→ Brief
Look through the data below. Pick out the lines holding the string "blur".

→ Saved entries
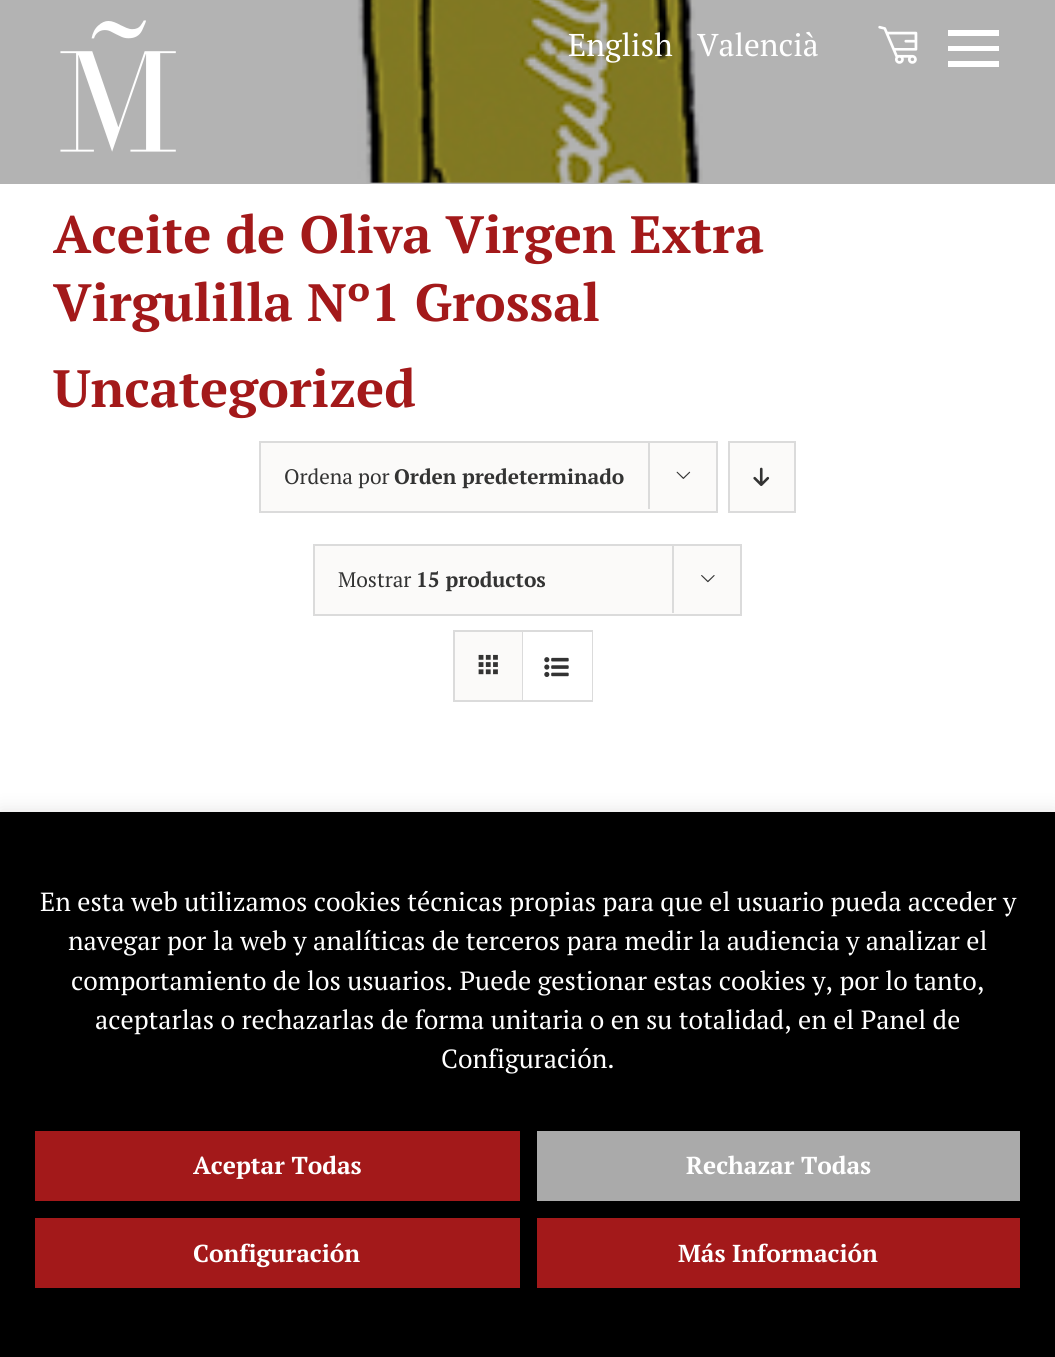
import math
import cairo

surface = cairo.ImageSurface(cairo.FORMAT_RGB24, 1055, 1357)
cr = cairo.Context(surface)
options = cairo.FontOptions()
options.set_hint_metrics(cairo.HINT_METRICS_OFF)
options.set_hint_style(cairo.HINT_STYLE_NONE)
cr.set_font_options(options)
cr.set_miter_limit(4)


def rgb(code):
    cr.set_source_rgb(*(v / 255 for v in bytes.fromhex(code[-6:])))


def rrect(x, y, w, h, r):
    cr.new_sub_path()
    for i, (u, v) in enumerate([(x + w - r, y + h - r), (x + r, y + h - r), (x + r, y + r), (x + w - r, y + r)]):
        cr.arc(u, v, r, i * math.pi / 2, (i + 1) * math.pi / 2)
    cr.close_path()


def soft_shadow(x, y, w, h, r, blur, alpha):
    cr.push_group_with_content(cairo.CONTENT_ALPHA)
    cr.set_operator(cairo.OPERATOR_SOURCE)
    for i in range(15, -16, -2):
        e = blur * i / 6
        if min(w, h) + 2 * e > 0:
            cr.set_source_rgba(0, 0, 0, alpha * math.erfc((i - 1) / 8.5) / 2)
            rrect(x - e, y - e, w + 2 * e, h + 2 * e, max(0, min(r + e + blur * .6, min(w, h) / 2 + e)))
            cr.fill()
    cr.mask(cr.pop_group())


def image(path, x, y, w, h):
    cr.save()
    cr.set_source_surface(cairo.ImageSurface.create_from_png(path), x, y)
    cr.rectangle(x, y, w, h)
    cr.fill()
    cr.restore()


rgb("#ffffff")
cr.paint()
rgb("#b3b3b3")
cr.rectangle(0, 0, 1055, 184)
cr.fill()
image("img/1.png", 357, 0, 346, 183)
image("img/2.png", 60, 20, 116, 132)
image("img/3.png", 878, 25, 40, 39)
rgb("#ffffff")
cr.new_path()
cr.move_to(948, 67)
cr.line_to(999, 67)
cr.line_to(999, 61)
cr.line_to(948, 61)
cr.close_path()
cr.move_to(948, 51)
cr.line_to(999, 51)
cr.line_to(999, 46)
cr.line_to(948, 46)
cr.close_path()
cr.move_to(948, 30)
cr.line_to(948, 36)
cr.line_to(999, 36)
cr.line_to(999, 30)
cr.close_path()
cr.fill()
rgb("#fbfaf9")
cr.rectangle(260, 442, 457, 70)
cr.fill_preserve()
rgb("#dbdbdb")
cr.stroke()
cr.rectangle(648, 441, 2, 68)
cr.fill()
image("img/4.png", 676, 471, 15, 8)
rgb("#fbfaf9")
cr.rectangle(729, 442, 66, 70)
cr.fill_preserve()
rgb("#dbdbdb")
cr.stroke()
image("img/5.png", 753, 467, 17, 19)
rgb("#fbfaf9")
cr.rectangle(314, 545, 427, 70)
cr.fill_preserve()
rgb("#dbdbdb")
cr.stroke()
cr.rectangle(672, 544, 2, 69)
cr.fill()
image("img/6.png", 701, 575, 14, 8)
cr.rectangle(454, 631, 138, 70)
cr.stroke()
rgb("#fbfaf9")
cr.rectangle(455, 632, 67, 68)
cr.fill()
rgb("#dbdbdb")
cr.rectangle(522, 632, 1, 68)
cr.fill()
image("img/7.png", 478, 654, 20, 21)
rgb("#ffffff")
cr.rectangle(591, 632, 1, 68)
cr.fill()
image("img/8.png", 544, 657, 25, 20)
rgb("#acabab")
soft_shadow(0, 810, 1055, 546, 0, 9, 0.3)
for x, y, w, h, color in [
    (0, 812, 1055, 545, "#000000"),
    (35, 1131, 485, 70, "#a3191a"),
    (537, 1131, 483, 70, "#aaaaaa"),
    (35, 1218, 485, 70, "#a3191a"),
    (537, 1218, 483, 70, "#a3191a"),
]:
    rgb(color)
    cr.rectangle(x, y, w, h)
    cr.fill()
cr.select_font_face("PT Serif")
cr.set_font_size(31.5)
rgb("#ffffff")
cr.move_to(568, 56)
cr.show_text("English")
cr.move_to(697, 56)
cr.show_text("Valencià")
cr.select_font_face("PT Serif", cairo.FONT_SLANT_NORMAL, cairo.FONT_WEIGHT_BOLD)
cr.set_font_size(52.5)
rgb("#a3191a")
for x, y, s in [
    (53, 253, "Aceite de Oliva Virgen Extra"),
    (53, 321, "Virgulilla Nº1 Grossal"),
    (53, 407, "Uncategorized"),
]:
    cr.move_to(x, y)
    cr.show_text(s)
cr.select_font_face("PT Serif")
cr.set_font_size(21)
rgb("#333333")
cr.move_to(284, 484)
cr.show_text("Ordena por")
cr.select_font_face("PT Serif", cairo.FONT_SLANT_NORMAL, cairo.FONT_WEIGHT_BOLD)
cr.move_to(394, 484)
cr.show_text("Orden predeterminado")
cr.select_font_face("PT Serif")
cr.move_to(338, 587)
cr.show_text("Mostrar")
cr.select_font_face("PT Serif", cairo.FONT_SLANT_NORMAL, cairo.FONT_WEIGHT_BOLD)
cr.move_to(416, 587)
cr.show_text("15 productos")
cr.select_font_face("PT Serif")
cr.set_font_size(26.25)
rgb("#ffffff")
for x, y, s in [
    (40, 911, "En esta web utilizamos cookies técnicas propias para que el usuario pueda acceder y"),
    (68, 950, "navegar por la web y analíticas de terceros para medir la audiencia y analizar el"),
    (71, 990, "comportamiento de los usuarios. Puede gestionar estas cookies y, por lo tanto,"),
    (95, 1029, "aceptarlas o rechazarlas de forma unitaria o en su totalidad, en el Panel de"),
    (441, 1068, "Configuración."),
]:
    cr.move_to(x, y)
    cr.show_text(s)
cr.select_font_face("PT Serif", cairo.FONT_SLANT_NORMAL, cairo.FONT_WEIGHT_BOLD)
cr.set_font_size(24.5)
for x, y, s in [
    (193, 1174, "Aceptar Todas"),
    (686, 1174, "Rechazar Todas"),
    (193, 1262, "Configuración"),
    (678, 1262, "Más Información"),
]:
    cr.move_to(x, y)
    cr.show_text(s)
surface.write_to_png("page.png")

→ The answer
def soft_shadow(x, y, w, h, r, blur, alpha):
        e = blur * i / 6
            rrect(x - e, y - e, w + 2 * e, h + 2 * e, max(0, min(r + e + blur * .6, min(w, h) / 2 + e)))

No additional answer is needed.